# DATA FOR THIS TASK:
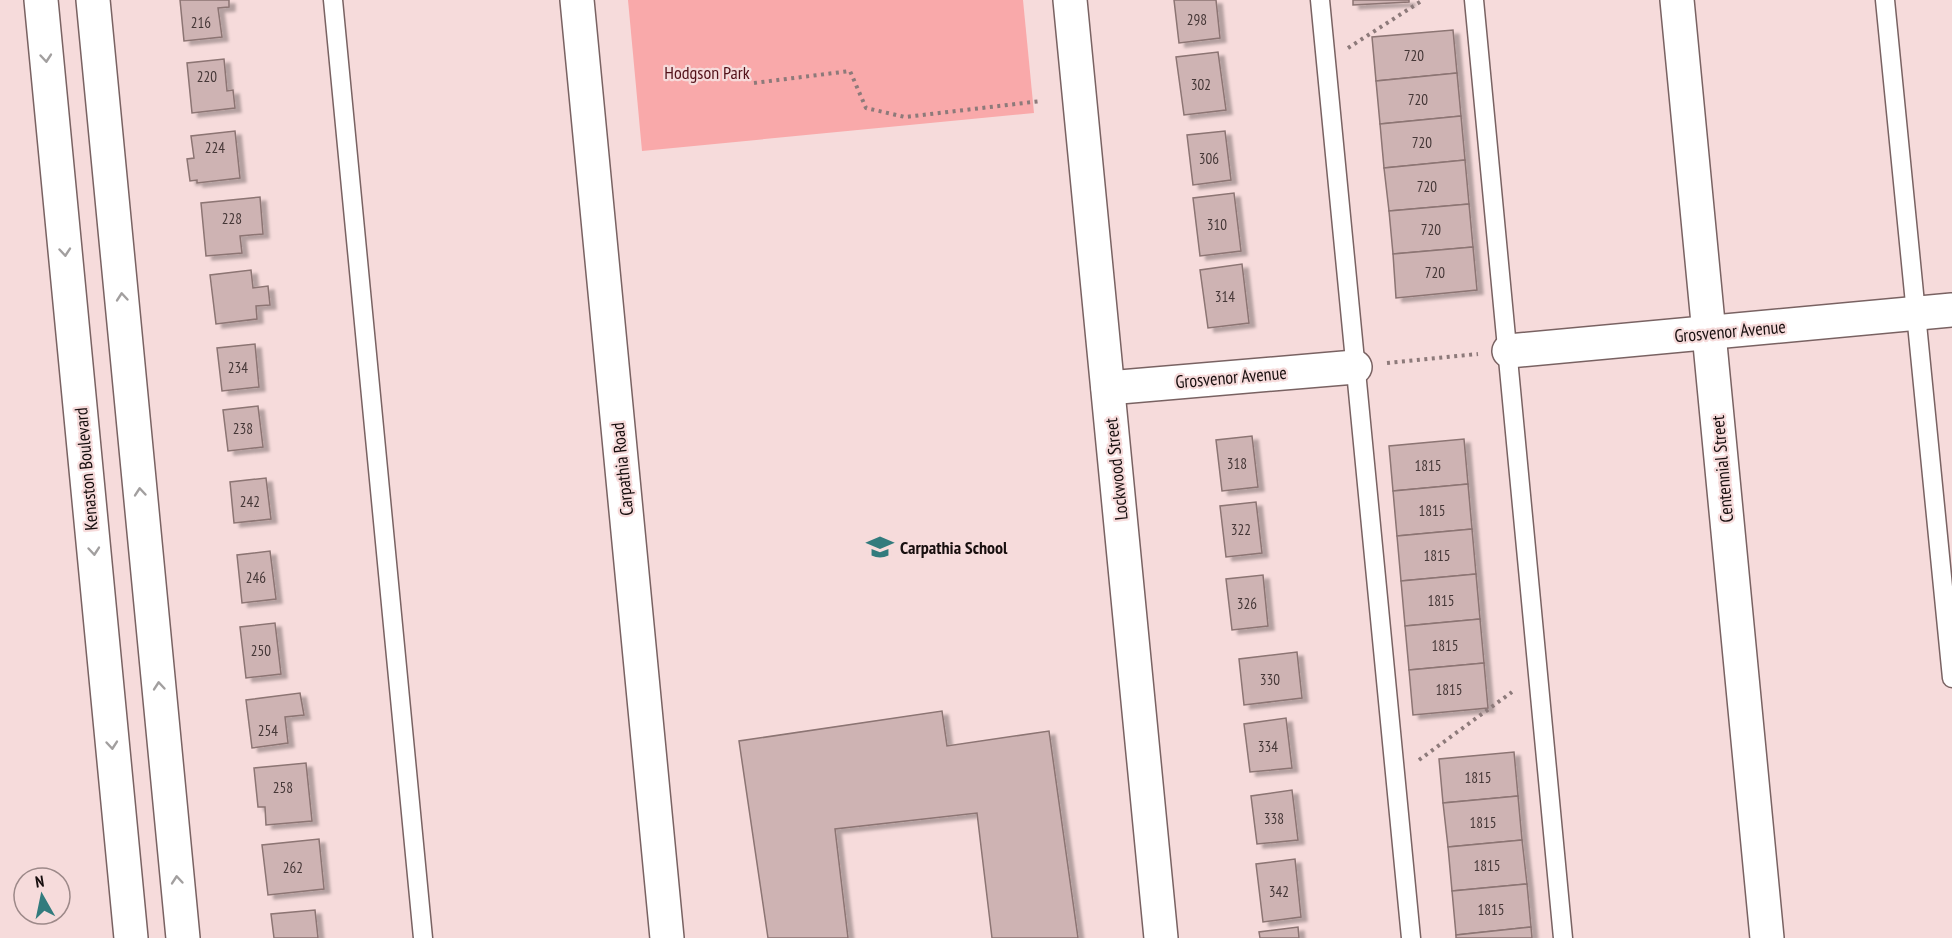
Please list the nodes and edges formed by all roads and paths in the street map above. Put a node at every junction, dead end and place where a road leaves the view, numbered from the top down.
1 (41, 0) edge
2 (93, 0) edge
3 (333, 0) edge
4 (577, 0) edge
5 (1070, 0) edge
6 (1320, 0) edge
7 (1423, 0) edge
8 (1473, 0) edge
9 (1677, 0) edge
10 (1885, 0) edge
11 (1347, 48) dead end
12 (754, 83) dead end
13 (1041, 101) dead end
14 (1952, 310) edge
15 (1916, 313) junction
16 (1710, 333) junction
17 (1509, 351) junction
18 (1355, 367) junction
19 (1108, 388) junction
20 (1952, 678) edge
21 (1512, 692) dead end
22 (1416, 763) dead end
23 (131, 938) edge
24 (183, 938) edge
25 (423, 938) edge
26 (667, 938) edge
27 (1161, 938) edge
28 (1411, 938) edge
29 (1563, 938) edge
30 (1767, 938) edge

1 -> 23 street, Kenaston Boulevard
24 -> 2 street
3 - 25 lane
4 - 26 street, Carpathia Road
5 - 19 street, Lockwood Street
6 - 18 lane
7 - 11 path
8 - 17 lane
9 - 16 street, Centennial Street
10 - 15 lane
12 - 13 path
14 - 15 street, Grosvenor Avenue
15 - 16 street, Grosvenor Avenue
15 - 20 lane
16 - 17 street, Grosvenor Avenue
16 - 30 street, Centennial Street
17 - 18 path
17 - 29 lane
18 - 19 street, Grosvenor Avenue
18 - 28 lane
19 - 27 street, Lockwood Street
21 - 22 path

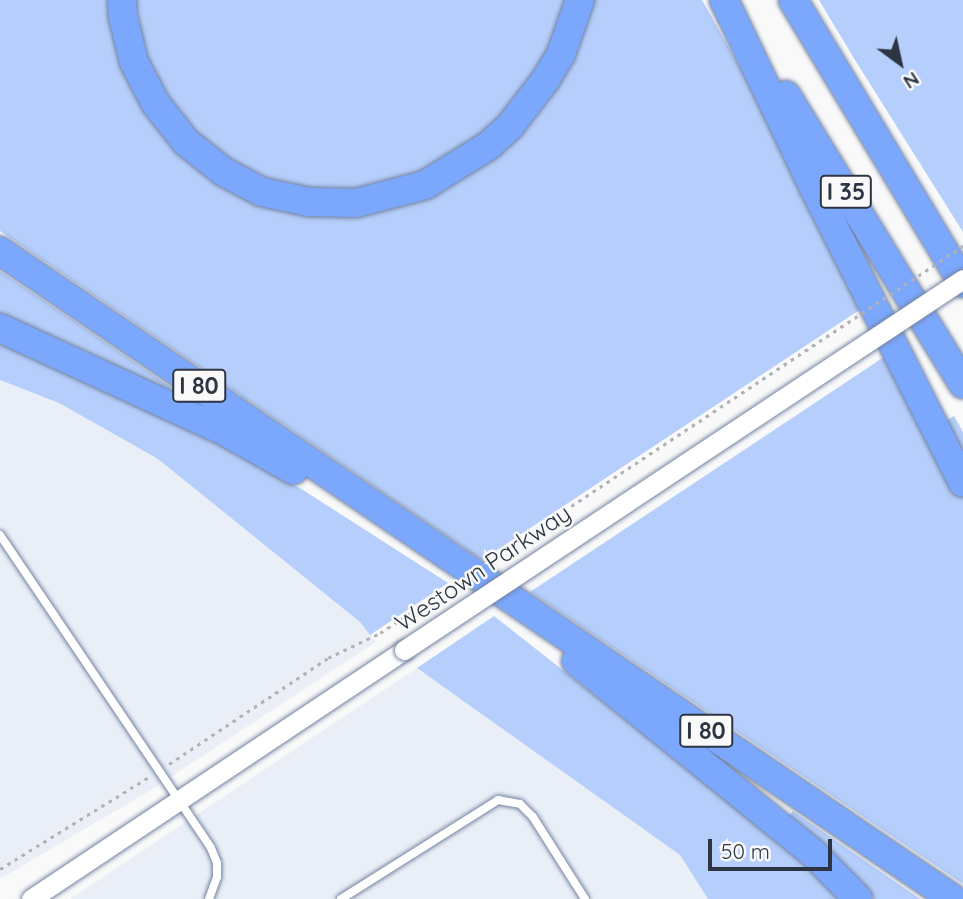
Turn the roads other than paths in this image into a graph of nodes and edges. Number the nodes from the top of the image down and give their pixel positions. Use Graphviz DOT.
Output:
graph roads {
  1 [pos="122,0"];
  2 [pos="580,0"];
  3 [pos="726,0"];
  4 [pos="793,0"];
  5 [pos="0,251"];
  6 [pos="963,281"];
  7 [pos="0,328"];
  8 [pos="963,384"];
  9 [pos="963,483"];
  10 [pos="399,522"];
  11 [pos="0,535"];
  12 [pos="459,562"];
  13 [pos="179,801"];
  14 [pos="31,899"];
  15 [pos="209,899"];
  16 [pos="341,899"];
  17 [pos="585,899"];
  18 [pos="858,899"];
  19 [pos="953,899"];
  1 -- 2 [label="highway"];
  3 -- 8 [label="highway, I 35"];
  3 -- 9 [label="highway"];
  4 -- 6 [label="highway, I 35"];
  5 -- 10 [label="highway, I 80"];
  6 -- 13 [label="street, Westown Parkway, bridge"];
  7 -- 10 [label="highway"];
  10 -- 12 [label="highway, I 80"];
  11 -- 13 [label="lane"];
  12 -- 18 [label="highway"];
  12 -- 19 [label="highway, I 80"];
  13 -- 14 [label="street, Westown Parkway"];
  13 -- 15 [label="lane"];
  16 -- 17 [label="lane"];
}
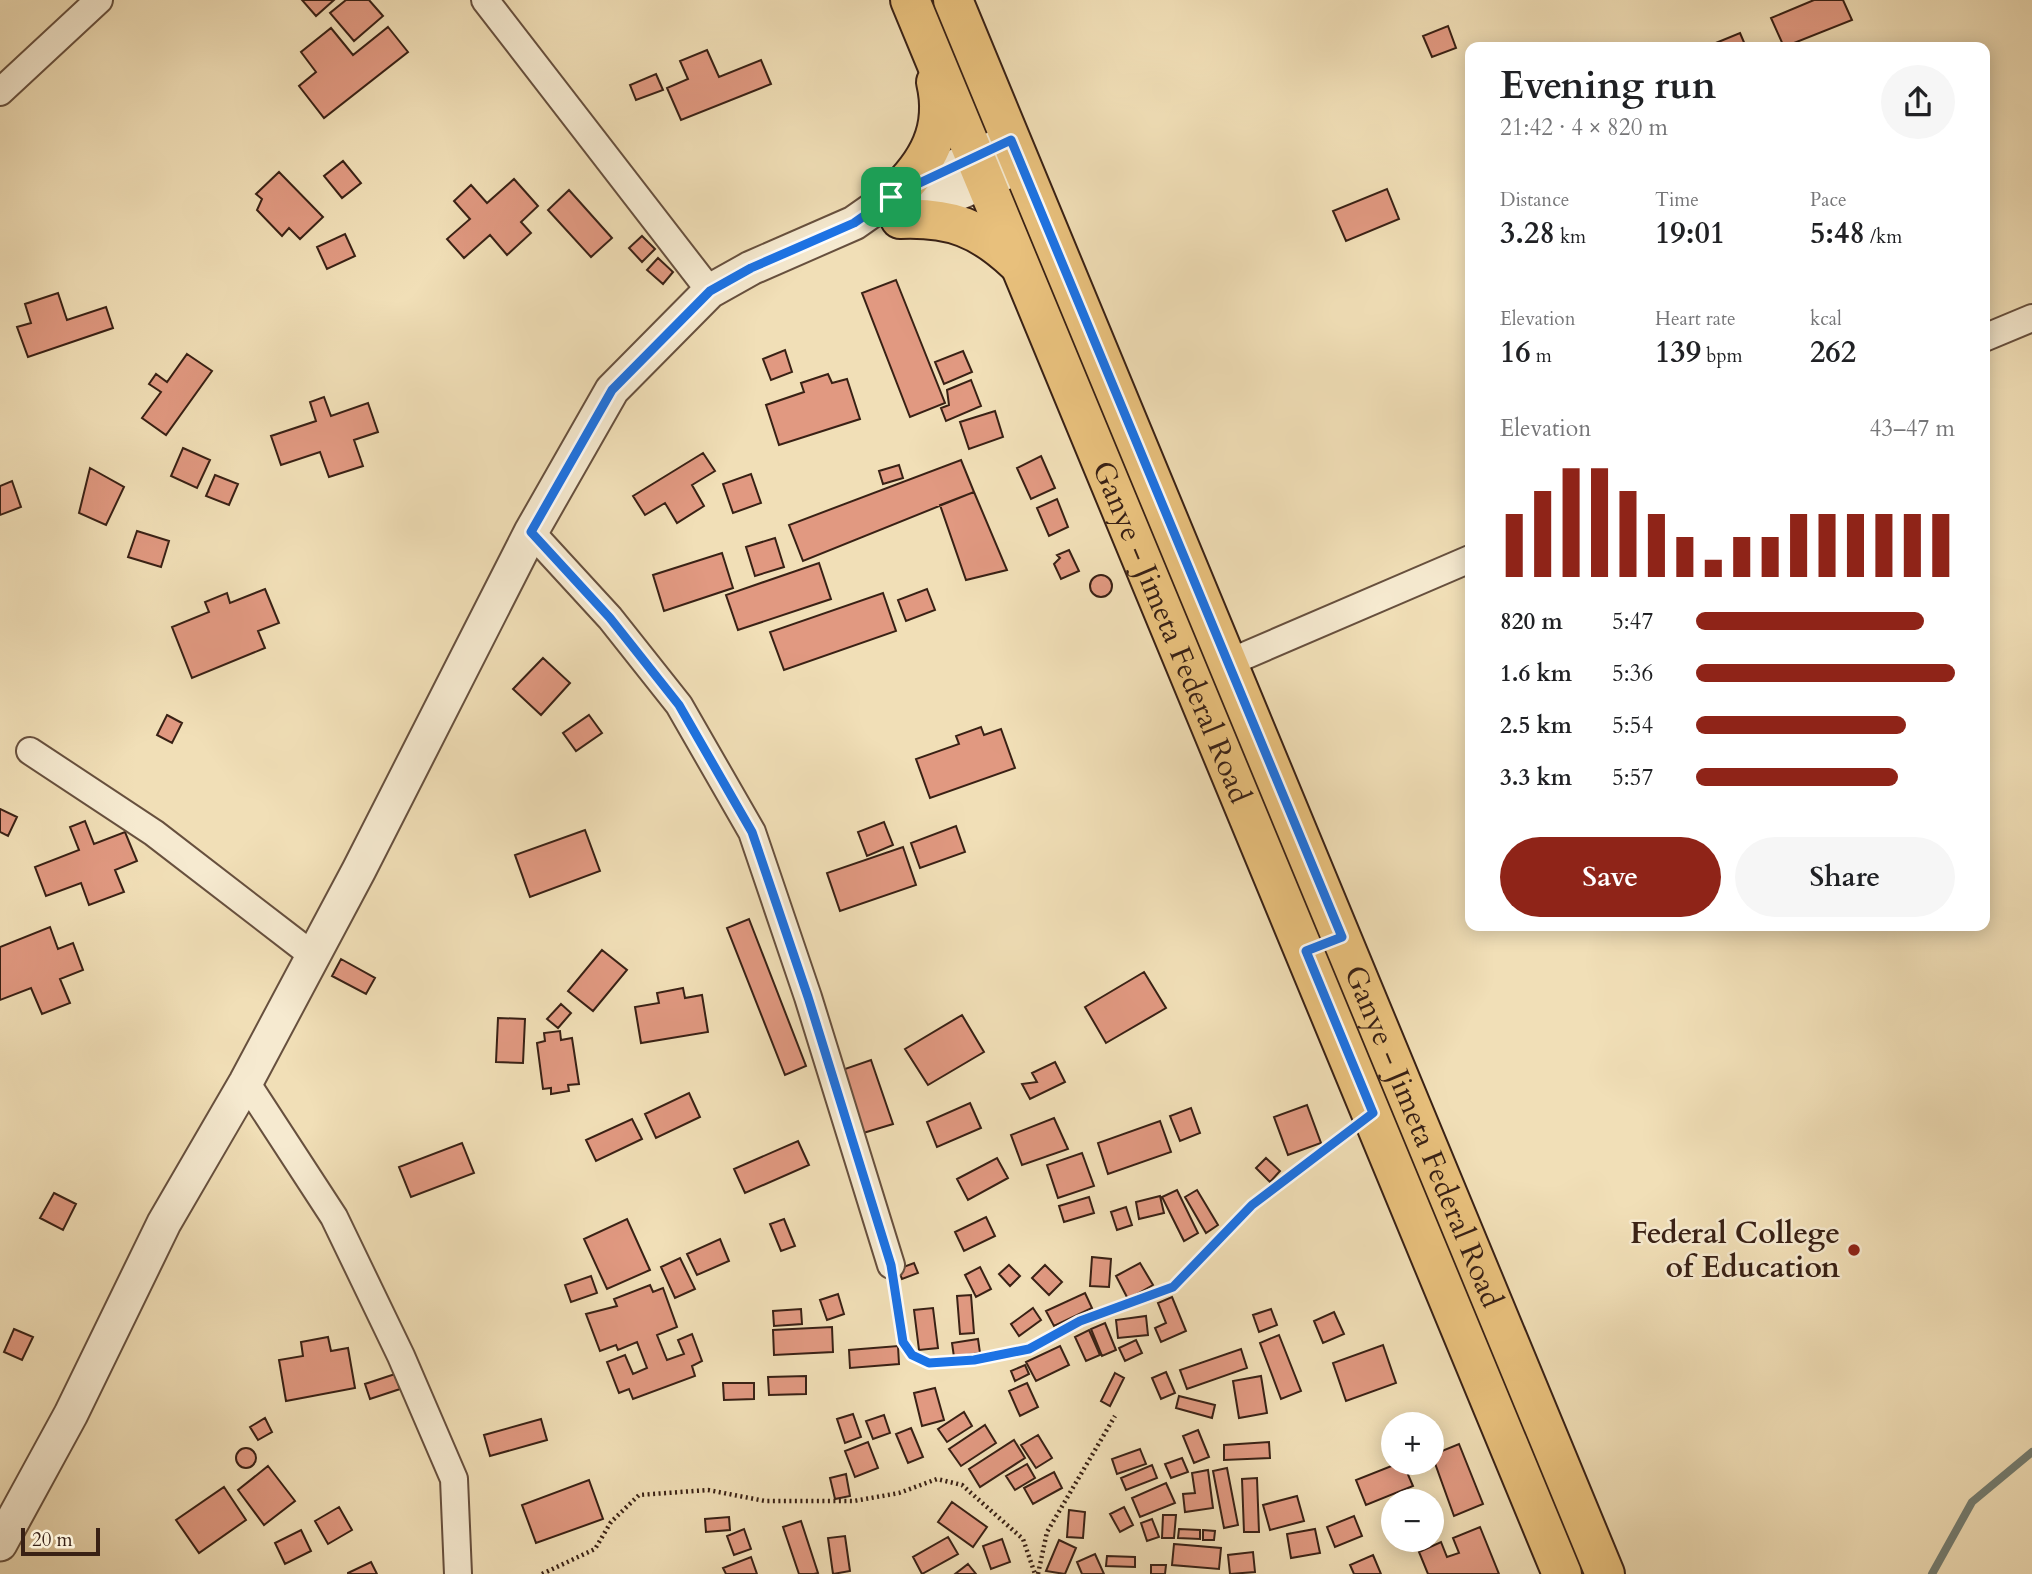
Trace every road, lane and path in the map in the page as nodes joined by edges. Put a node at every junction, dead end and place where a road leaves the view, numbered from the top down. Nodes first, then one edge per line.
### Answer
1 (99, 0) edge
2 (486, 0) edge
3 (910, 0) edge
4 (953, 0) edge
5 (928, 43) junction
6 (0, 92) edge
7 (1016, 153) junction
8 (981, 169) junction
9 (897, 207) junction
10 (1021, 267) junction
11 (710, 291) junction
12 (2032, 318) edge
13 (1990, 336) edge
14 (531, 532) junction
15 (1465, 561) edge
16 (1228, 663) junction
17 (30, 751) dead end
18 (1342, 937) junction
19 (1306, 951) junction
20 (311, 954) junction
21 (246, 1082) junction
22 (1373, 1113) junction
23 (891, 1265) joint
24 (1115, 1416) dead end
25 (0, 1544) edge
26 (458, 1574) edge
27 (542, 1574) edge
28 (1036, 1574) edge
29 (1562, 1574) edge
30 (1605, 1574) edge

1 - 6 street
2 - 11 street
3 - 5 main road, Ganye - Jimeta Federal Road
4 - 7 main road, Ganye - Jimeta Federal Road
5 - 8 main road, Ganye - Jimeta Federal Road
5 - 9 main road
7 - 8 street
7 - 16 main road, Ganye - Jimeta Federal Road
8 - 9 street
8 - 10 main road, Ganye - Jimeta Federal Road
9 - 10 main road
9 - 11 street
10 - 19 main road, Ganye - Jimeta Federal Road
11 - 14 street
12 - 13 street
14 - 20 street
14 - 23 street
15 - 16 street
16 - 18 main road, Ganye - Jimeta Federal Road
17 - 20 street
18 - 19 main road
18 - 30 main road, Ganye - Jimeta Federal Road
19 - 22 main road, Ganye - Jimeta Federal Road
20 - 21 street
21 - 25 street
21 - 26 street
22 - 23 path
22 - 29 main road, Ganye - Jimeta Federal Road
24 - 28 path
27 - 28 path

# WHAT NEEDS TO BE DONE:
Among the lines above, find those with the word "every" and list them.

# RESPONSE TO THE EXERCISE:
Please list the nodes and edges formed by all roads and paths in the street map above. Put a node at every junction, dead end and place where a road leaves the view, numbered from the top down.
Trace every road, lane and path in the map in the page as nodes joined by edges. Put a node at every junction, dead end and place where a road leaves the view, numbered from the top down. Nodes first, then one edge per line.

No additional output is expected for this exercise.